Although CR determined imaging is a useful criterion for evaluating the efficiency of chemotherapy, some liver metastasis studies have reported a discrepancy between CR visualized by imaging versus pathologically confirmed CR. Approximately 20–25% of liver metastases disappear after systemic chemotherapy; among such disappearing liver metastasis (DLM), “true CR” has been reported in 33–83% of cases. Therefore, resection is recommended for DLM after chemotherapy.[13–16] In the present study, 17 (73.9%) patients with CR to systematic chemotherapy had disease progression after a median follow-up duration of 48.1 months.
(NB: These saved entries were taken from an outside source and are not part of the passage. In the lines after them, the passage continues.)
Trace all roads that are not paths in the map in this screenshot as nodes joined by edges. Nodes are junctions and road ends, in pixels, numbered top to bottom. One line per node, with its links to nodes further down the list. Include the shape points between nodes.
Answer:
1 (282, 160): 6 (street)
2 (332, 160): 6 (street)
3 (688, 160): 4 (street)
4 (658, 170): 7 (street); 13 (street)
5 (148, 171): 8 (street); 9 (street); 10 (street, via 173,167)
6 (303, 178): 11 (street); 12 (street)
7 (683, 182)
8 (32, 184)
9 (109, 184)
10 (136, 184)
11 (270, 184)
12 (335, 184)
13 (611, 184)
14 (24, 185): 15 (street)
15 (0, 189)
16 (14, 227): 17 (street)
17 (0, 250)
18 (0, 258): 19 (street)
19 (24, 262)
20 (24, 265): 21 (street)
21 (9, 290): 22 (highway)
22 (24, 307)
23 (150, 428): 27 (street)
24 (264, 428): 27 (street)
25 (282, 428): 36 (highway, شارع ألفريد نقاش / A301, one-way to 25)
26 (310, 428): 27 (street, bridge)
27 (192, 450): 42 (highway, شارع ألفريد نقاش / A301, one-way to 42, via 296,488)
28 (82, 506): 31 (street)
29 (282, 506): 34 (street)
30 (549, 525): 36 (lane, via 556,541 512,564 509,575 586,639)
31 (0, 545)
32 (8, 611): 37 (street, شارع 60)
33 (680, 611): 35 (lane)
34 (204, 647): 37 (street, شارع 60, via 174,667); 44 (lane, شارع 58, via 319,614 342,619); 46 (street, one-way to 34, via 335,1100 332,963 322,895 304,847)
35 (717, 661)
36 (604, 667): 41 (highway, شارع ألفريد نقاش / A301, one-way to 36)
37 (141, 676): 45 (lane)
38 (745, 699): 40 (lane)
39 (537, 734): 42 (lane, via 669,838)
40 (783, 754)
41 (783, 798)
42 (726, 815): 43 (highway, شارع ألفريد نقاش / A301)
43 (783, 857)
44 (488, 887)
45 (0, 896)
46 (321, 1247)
Another study also reported that 84% of patients with CR had disease progression. These data indicate a discrepancy between CR determined by imaging and actual complete clearance of cancer in other organs.
Use of maintenance chemotherapy after achievement of CR is unclear. Research has shown negative results for maintenance chemotherapy after achievement of CR. Dy GK et al compared OS in 22 of 62 patients with CR with <2 cycles of maintenance chemotherapy and 40 patients with >2 cycles of chemotherapy in 2007. As a result, OS from CR was 39.8 months and 29.2 months, respectively; maintenance chemotherapy did not prolong OS. However, the therapeutic background for the 2007 study differs from the present context. Treatment strategies after achievement of CR have not been established; the approach should be based on the high potential for tumor cells to remain even after CR. Furthermore, the OPTIMOX2 study, which compared chemotherapy discontinuation with maintenance therapy, indicated that planned complete discontinuation of chemotherapy had a negative impact on duration of disease control and PFS versus the maintenance therapy strategy. Therefore, in the present study, maintenance chemotherapy was continued until disease progression or for 6–12 months after CR, except for cases in which pathological CR was confirmed after surgery for DLM. Median duration of maintenance chemotherapy was 11.1 months.
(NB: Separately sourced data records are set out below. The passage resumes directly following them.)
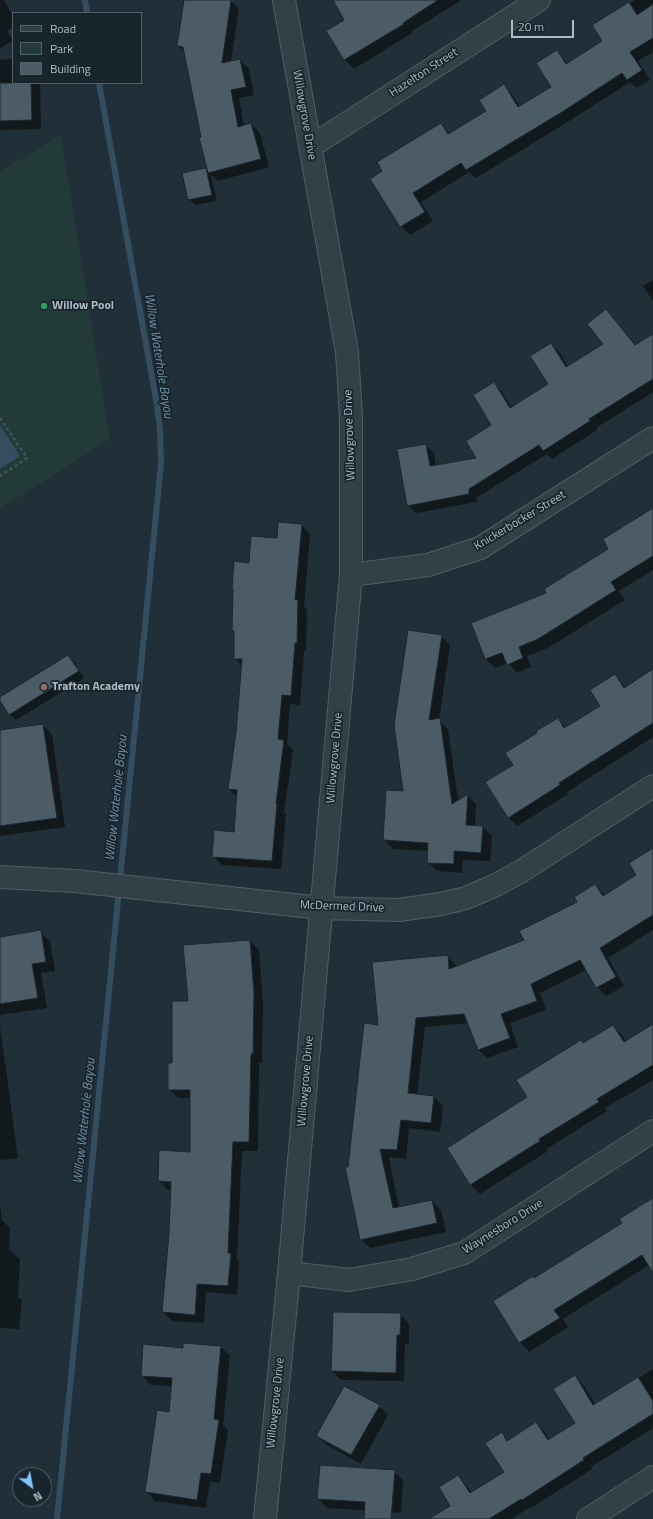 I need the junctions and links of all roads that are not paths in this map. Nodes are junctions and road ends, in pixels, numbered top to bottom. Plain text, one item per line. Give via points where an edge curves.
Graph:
1 (284, 0) edge
2 (539, 0) edge
3 (310, 146) junction
4 (653, 438) edge
5 (352, 575) junction
6 (653, 786) edge
7 (0, 877) edge
8 (321, 908) junction
9 (653, 1131) edge
10 (289, 1273) junction
11 (653, 1477) edge
12 (265, 1519) edge
13 (588, 1519) edge

1 - 3 street, Willowgrove Drive
2 - 3 street, Hazelton Street
3 - 5 street, Willowgrove Drive via 347,352 351,416
4 - 5 street, Knickerbocker Street via 480,548 428,565
5 - 8 street, Willowgrove Drive
6 - 8 street, McDermed Drive via 520,872 466,898 399,910
7 - 8 street, McDermed Drive via 75,881
8 - 10 street, Willowgrove Drive
9 - 10 street, Waynesboro Drive via 464,1253 412,1269 349,1280
10 - 12 street, Willowgrove Drive
11 - 13 street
In the present study, median PFS was 26.6 months and median OS was 91.7 months, which exceeds the PFS (15.4 months) and OS (44.3 months) in the 2007 study. These more recent findings indicate that advances in chemotherapy have improved the prognosis of patients with CR; however, direct comparison with the 2007 study is difficult results because of different therapeutic backgrounds, and the recent data do not demonstrate a negative impact for continuing maintenance chemotherapy after CR.
This study has some limitations. First, a relatively small patient sample was derived from a single institution. Second, systematic chemotherapy regimens were not uniformly introduced, which result in treatment bias.